Q: What was it like performing “Noises Off” this summer?

This show was just simply so fun. We did three weeks of sold-out shows during the summer break and three performances of reprise after the semester started. We did the same thing with “Drowsy Chaperone” last year. It's a lot of performances, and we start rehearsing in June. It's almost every night, you know, for months. Even up until the last night of performances, there were still new things happening on stage. The audience didn't know this, but those in the cast knew.
Isaac Lennett, for example, was still pulling new stuff out of his hat. He was still toying with a line and making it just a little bit better. There was still some new physical gag he was trying that he'd never done before. That's part of the thrill, seeing the creativity of our students and how they never stop inventing and creating, growing and perfecting their craft. They never settle. They don't just hit into a groove and stay still, but they don't go over the top to make the director mad. A good actor stays within the boundaries of what's required of the character and what's necessary to tell the story, but they still refine and improve it all the way up to that last night. 
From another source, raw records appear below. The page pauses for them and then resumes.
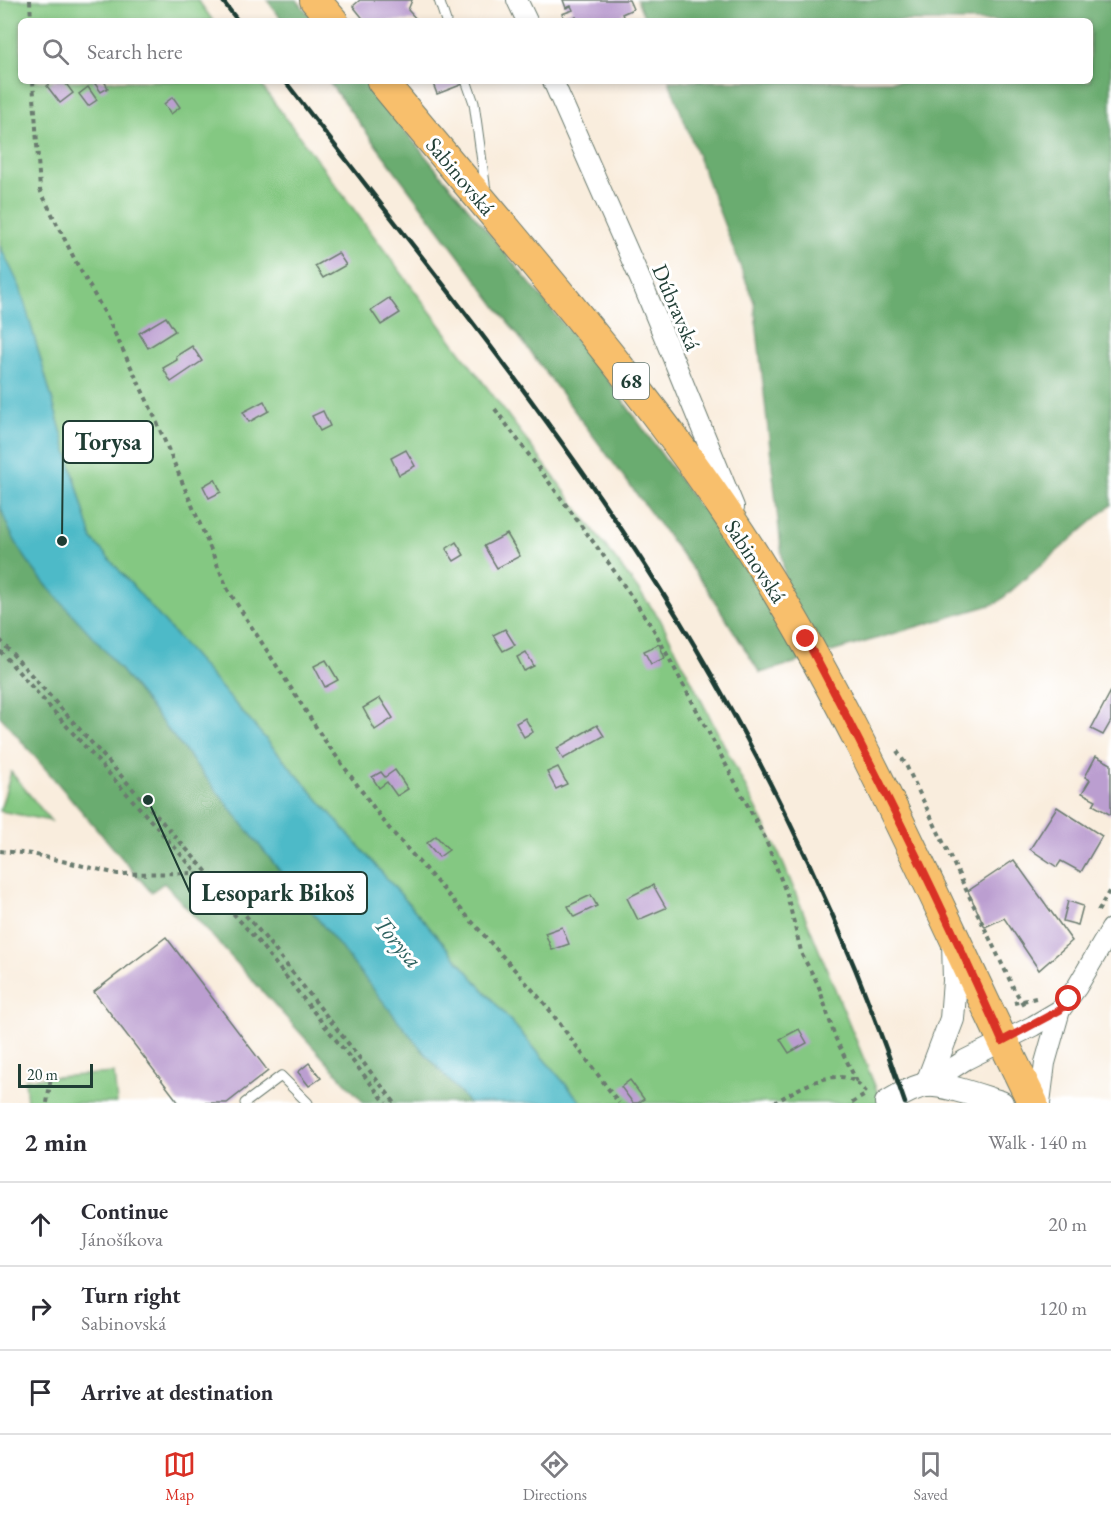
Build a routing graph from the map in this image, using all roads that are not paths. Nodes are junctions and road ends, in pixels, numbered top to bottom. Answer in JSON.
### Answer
{"nodes":[{"id":1,"x":315,"y":0,"type":"edge"},
{"id":2,"x":440,"y":0,"type":"edge"},
{"id":3,"x":517,"y":0,"type":"edge"},
{"id":4,"x":330,"y":18,"type":"edge"},
{"id":5,"x":445,"y":18,"type":"edge"},
{"id":6,"x":526,"y":18,"type":"edge"},
{"id":7,"x":384,"y":84,"type":"edge"},
{"id":8,"x":467,"y":84,"type":"edge"},
{"id":9,"x":554,"y":84,"type":"edge"},
{"id":10,"x":489,"y":211,"type":"junction"},
{"id":11,"x":753,"y":554,"type":"junction"},
{"id":12,"x":1111,"y":929,"type":"edge"},
{"id":13,"x":954,"y":935,"type":"junction"},
{"id":14,"x":1060,"y":1010,"type":"junction"},
{"id":15,"x":1002,"y":1041,"type":"junction"},
{"id":16,"x":927,"y":1085,"type":"junction"},
{"id":17,"x":879,"y":1101,"type":"edge"},
{"id":18,"x":245,"y":1103,"type":"edge"},
{"id":19,"x":308,"y":1103,"type":"edge"},
{"id":20,"x":1001,"y":1103,"type":"edge"},
{"id":21,"x":1032,"y":1103,"type":"edge"},
{"id":22,"x":1040,"y":1103,"type":"edge"}],
"edges":[{"from":1,"to":4,"type":"main road"},
{"from":2,"to":5,"type":"lane"},
{"from":3,"to":6,"type":"street"},
{"from":7,"to":10,"type":"main road","name":"Sabinovská","number":"68"},
{"from":8,"to":10,"type":"lane"},
{"from":9,"to":11,"type":"street","name":"Dúbravská"},
{"from":10,"to":11,"type":"main road","name":"Sabinovská","number":"68"},
{"from":11,"to":13,"type":"main road","name":"Sabinovská","number":"68"},
{"from":12,"to":14,"type":"street"},
{"from":13,"to":15,"type":"main road","name":"Sabinovská","number":"68"},
{"from":13,"to":16,"type":"street"},
{"from":14,"to":15,"type":"street"},
{"from":14,"to":22,"type":"street"},
{"from":15,"to":16,"type":"street"},
{"from":15,"to":21,"type":"main road","name":"Sabinovská","number":"68"},
{"from":16,"to":17,"type":"street"},
{"from":16,"to":20,"type":"street"},
{"from":18,"to":19,"type":"lane"}]}
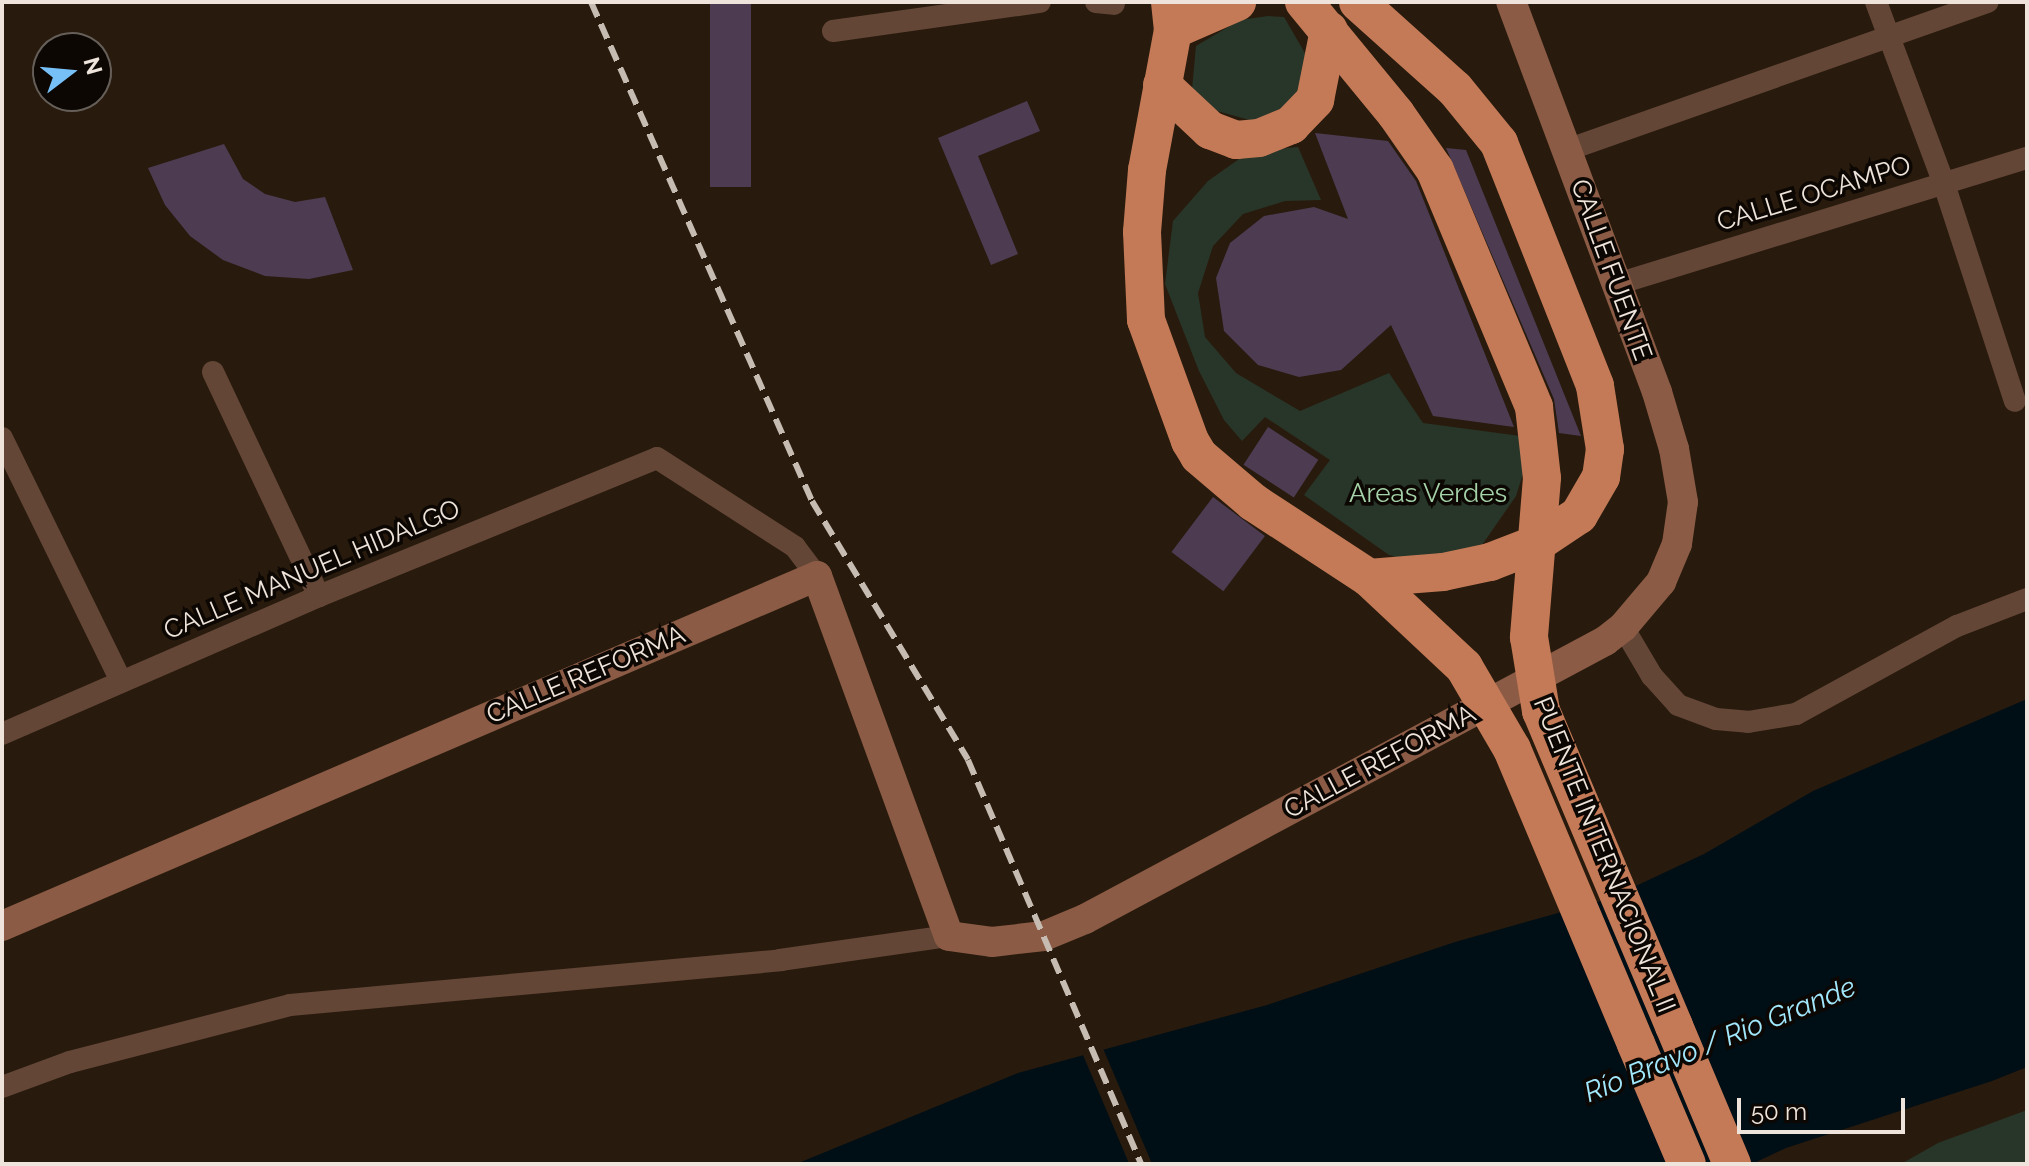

Q: How many students did you work with this summer?

 There were five students in the cast, and four faculty/staff: me, Cassie Bennett, Emily Hutchinson, and Heather Stringfellow doesn't work for Harding, but she's in some kind of theater almost every year anyway. All the other actors were students. We had Anna Wright, Ari Chapman, T.J. Lennett, Paul Ryan and Ben Bingham. Ben played the director of the play that we were doing, and he was fabulous as always. 



Q: Do you think you’ll continue to be involved in SSDT?

 I don't really know how much longer they'll need a guy to play an old guy, you know? There’s been a couple of roles where I thought, I'm too old for this role. For example, a couple of summers ago, they did “The Play That Goes Wrong.” Steve cast pretty much all students or younger adults in that play. It was even more physically demanding than “Noises Off.”
I might have gotten hurt. It's probably best I wasn't in that. I enjoy doing it, but I don't ever want to take a role that could be filled by a student. They're here to learn, you know, and this is their career, their craft. I don't want to deprive them of that. 

But with “The Play That Goes Wrong,” I wanted to be in it so badly. I bought the script and auditioned and thought it was the funniest thing I’d ever read. As I said, Steve cast someone else. I was disappointed, but once I saw the play, I thought it was perfectly cast and knew I would have been out of place.